**What is needed:** Each line of the records has to be copied exactly, though the pictures must be left out.

Segment Open

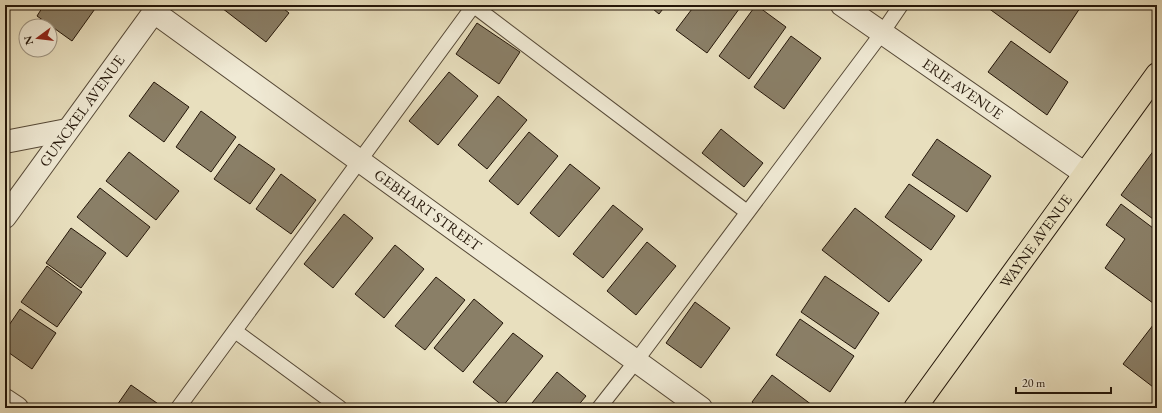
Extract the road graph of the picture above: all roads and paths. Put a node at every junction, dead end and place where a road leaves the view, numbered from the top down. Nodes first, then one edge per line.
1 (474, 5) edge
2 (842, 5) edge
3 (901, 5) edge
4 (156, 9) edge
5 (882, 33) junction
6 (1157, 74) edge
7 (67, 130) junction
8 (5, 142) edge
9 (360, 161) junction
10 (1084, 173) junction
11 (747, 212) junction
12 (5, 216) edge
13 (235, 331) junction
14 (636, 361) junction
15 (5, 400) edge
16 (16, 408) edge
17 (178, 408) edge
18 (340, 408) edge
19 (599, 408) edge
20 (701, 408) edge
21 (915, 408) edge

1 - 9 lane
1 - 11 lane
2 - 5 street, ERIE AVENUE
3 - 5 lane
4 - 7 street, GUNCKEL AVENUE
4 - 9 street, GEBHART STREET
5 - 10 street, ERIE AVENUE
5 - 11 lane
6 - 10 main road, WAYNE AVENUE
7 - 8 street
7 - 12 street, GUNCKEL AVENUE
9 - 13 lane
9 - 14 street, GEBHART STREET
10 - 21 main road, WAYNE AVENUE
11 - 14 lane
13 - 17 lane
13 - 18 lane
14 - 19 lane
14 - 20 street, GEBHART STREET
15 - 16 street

Segment Closed

**Final answer:**
Extract the road graph of the picture above: all roads and paths. Put a node at every junction, dead end and place where a road leaves the view, numbered from the top down. Nodes first, then one edge per line.
1 (474, 5) edge
2 (842, 5) edge
3 (901, 5) edge
4 (156, 9) edge
5 (882, 33) junction
6 (1157, 74) edge
7 (67, 130) junction
8 (5, 142) edge
9 (360, 161) junction
10 (1084, 173) junction
11 (747, 212) junction
12 (5, 216) edge
13 (235, 331) junction
14 (636, 361) junction
15 (5, 400) edge
16 (16, 408) edge
17 (178, 408) edge
18 (340, 408) edge
19 (599, 408) edge
20 (701, 408) edge
21 (915, 408) edge

1 - 9 lane
1 - 11 lane
2 - 5 street, ERIE AVENUE
3 - 5 lane
4 - 7 street, GUNCKEL AVENUE
4 - 9 street, GEBHART STREET
5 - 10 street, ERIE AVENUE
5 - 11 lane
6 - 10 main road, WAYNE AVENUE
7 - 8 street
7 - 12 street, GUNCKEL AVENUE
9 - 13 lane
9 - 14 street, GEBHART STREET
10 - 21 main road, WAYNE AVENUE
11 - 14 lane
13 - 17 lane
13 - 18 lane
14 - 19 lane
14 - 20 street, GEBHART STREET
15 - 16 street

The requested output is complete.